Mumbai, Nov 7 (IANS) US President Barack Obama Sunday interacted with farmers from Ajmer through a video-conference link from here to understand how India was seeking to bridge the digital divide by reaching technology and services to the grassroots level.
Moderating the discussion at the St. Xavier’s College here was the Chicago-based tech evangelist Sam Pitroda, while the young Minister of State for Communications and IT Sachin Pilot was with the farmers in Kanpura village in Ajmer, Rajasthan.
Obama said he wanted to have a glimpse of the information technology revolution in rural India, how citizens were interacting virtually with local government bodies using internet and accessing information and services such as tele-medicine and e-education.

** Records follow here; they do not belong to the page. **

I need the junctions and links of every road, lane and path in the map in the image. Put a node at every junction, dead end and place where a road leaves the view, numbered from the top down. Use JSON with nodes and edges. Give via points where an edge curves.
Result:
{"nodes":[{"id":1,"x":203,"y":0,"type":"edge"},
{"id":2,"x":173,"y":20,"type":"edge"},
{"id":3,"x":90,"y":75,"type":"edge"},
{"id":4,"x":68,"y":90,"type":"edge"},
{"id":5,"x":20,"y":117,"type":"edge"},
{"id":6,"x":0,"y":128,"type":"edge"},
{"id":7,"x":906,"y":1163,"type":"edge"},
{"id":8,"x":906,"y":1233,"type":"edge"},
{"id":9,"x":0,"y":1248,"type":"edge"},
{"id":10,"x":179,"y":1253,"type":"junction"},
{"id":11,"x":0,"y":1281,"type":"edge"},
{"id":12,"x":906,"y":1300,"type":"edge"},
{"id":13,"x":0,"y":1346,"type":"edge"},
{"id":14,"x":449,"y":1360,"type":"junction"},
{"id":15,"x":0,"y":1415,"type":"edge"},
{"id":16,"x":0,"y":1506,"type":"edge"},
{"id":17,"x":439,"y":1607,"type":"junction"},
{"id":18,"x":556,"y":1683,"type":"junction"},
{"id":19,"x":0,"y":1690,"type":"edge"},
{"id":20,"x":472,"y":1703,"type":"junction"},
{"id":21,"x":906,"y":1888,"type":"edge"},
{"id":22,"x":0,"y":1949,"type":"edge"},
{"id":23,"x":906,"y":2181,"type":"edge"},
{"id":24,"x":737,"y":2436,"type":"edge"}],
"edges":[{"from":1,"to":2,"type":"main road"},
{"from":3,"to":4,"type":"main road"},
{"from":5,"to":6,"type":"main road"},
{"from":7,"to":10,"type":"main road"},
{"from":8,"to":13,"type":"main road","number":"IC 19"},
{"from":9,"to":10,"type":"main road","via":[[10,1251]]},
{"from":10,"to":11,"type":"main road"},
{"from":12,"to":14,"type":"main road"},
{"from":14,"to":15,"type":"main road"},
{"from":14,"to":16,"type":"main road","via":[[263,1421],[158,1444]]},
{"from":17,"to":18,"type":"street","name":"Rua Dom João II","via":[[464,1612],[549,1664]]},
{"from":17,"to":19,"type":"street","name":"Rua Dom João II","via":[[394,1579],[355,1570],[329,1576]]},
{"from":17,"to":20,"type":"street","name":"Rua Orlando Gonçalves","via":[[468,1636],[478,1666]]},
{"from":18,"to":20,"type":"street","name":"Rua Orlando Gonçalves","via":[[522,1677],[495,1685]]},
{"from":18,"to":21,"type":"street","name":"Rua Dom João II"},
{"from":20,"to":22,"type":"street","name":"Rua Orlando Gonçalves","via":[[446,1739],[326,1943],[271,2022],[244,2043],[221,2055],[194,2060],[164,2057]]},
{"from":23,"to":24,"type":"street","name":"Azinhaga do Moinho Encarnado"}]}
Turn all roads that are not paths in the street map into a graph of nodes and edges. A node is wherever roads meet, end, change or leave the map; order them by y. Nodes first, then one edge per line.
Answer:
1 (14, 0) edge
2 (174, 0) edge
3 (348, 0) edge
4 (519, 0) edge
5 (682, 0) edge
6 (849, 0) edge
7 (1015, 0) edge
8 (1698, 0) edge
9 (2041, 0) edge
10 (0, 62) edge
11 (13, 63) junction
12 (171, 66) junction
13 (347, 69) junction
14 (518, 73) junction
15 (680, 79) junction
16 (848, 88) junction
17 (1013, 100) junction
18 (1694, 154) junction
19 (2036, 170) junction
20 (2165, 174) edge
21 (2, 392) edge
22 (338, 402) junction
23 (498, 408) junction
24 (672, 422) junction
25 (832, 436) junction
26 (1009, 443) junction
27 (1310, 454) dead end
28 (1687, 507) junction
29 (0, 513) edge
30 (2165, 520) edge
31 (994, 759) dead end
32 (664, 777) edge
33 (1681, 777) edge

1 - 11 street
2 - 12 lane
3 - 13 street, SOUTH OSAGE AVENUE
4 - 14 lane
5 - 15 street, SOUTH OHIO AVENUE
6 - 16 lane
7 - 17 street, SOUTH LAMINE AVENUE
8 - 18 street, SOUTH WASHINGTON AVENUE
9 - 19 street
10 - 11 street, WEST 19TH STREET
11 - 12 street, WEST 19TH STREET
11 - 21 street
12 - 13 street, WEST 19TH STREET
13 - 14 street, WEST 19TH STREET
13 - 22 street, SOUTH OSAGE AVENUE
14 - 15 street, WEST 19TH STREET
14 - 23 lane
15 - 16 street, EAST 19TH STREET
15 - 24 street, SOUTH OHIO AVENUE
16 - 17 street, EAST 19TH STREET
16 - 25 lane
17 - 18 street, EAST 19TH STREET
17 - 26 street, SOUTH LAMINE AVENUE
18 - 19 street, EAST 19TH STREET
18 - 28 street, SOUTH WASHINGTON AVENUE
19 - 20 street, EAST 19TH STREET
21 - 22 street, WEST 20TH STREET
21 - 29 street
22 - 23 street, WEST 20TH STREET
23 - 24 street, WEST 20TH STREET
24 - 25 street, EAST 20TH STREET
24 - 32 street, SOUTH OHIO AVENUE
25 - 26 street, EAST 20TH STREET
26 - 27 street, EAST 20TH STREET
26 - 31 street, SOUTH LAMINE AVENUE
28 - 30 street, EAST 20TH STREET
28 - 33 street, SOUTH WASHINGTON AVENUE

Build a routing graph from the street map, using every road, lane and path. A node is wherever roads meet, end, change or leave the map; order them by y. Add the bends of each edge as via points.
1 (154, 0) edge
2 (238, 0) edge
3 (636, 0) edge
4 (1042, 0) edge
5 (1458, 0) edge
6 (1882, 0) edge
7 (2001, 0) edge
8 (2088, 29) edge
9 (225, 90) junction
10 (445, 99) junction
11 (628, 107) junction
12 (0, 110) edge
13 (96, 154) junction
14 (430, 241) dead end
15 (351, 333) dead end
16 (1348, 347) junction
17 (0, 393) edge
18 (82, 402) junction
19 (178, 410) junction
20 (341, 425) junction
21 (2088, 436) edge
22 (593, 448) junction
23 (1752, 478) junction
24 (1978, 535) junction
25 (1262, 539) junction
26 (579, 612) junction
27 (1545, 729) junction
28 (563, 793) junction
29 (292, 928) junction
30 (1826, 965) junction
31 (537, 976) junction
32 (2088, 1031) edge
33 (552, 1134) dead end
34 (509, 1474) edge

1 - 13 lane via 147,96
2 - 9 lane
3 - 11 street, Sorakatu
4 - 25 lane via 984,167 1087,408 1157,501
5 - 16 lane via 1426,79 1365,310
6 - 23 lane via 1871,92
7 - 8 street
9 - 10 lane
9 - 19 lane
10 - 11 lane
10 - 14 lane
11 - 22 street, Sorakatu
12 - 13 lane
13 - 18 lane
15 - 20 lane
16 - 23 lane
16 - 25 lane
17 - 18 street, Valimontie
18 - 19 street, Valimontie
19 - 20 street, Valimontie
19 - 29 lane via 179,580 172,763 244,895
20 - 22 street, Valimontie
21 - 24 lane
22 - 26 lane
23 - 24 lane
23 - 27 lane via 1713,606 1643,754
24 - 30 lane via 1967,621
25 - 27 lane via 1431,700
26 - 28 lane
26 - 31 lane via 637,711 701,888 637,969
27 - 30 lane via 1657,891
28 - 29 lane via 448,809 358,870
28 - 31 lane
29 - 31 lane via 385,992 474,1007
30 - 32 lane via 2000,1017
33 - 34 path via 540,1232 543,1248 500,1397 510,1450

‘Many of these innovations are because of public and private collaborations between the US and India,’ the US president said, giving the example of the green revolution in India in the 1970s where scientists of the two sides worked together for better seeds and irrigation.
Large screens were installed both at the college here and at Kanpura, some 25 km from Ajmer – a town famous for the shrine of Sufi saint Hazrat Khwaja Muinuddin Chisty – for those two sides to ‘meet and interact’ with each other virtually.
Obama was visibly pleased when the village local body secretary Shiv Shankar said how his complaint about a faulty handpump over internet was rectified almost immediately – in a departure from the weeks that it would have otherwise taken in the past.
Similarly, healthcare worker Sunita Rathore explained how she could access digitised medical records of the villagers, especially children, to plan their vaccination schedules.
These apart, a student of management, Vipul Johar, told the US president how he was pursuing further studies via internet by downloading course material, sparing him the need to travel 25 km to Ajmer for the direct-contact classes.
Incidentally, both the moderators here and in Ajmer have been educated in the US.
Presently an advisor to the Indian prime minister on public information, infrastructure and innovations, has studied at the Illinois Institute of Technology, while Pilot is an alumnus of the Wharton School, University of Pennsylvania.
Kanpura was chosen not just because it falls in the constituency of Pilot, but also because a pilot project there has connected it with optic fibre network for online access to land records and birth certificates.
The village chief Jagdish Bairwa, 26, holds a degree in mechanical engineering.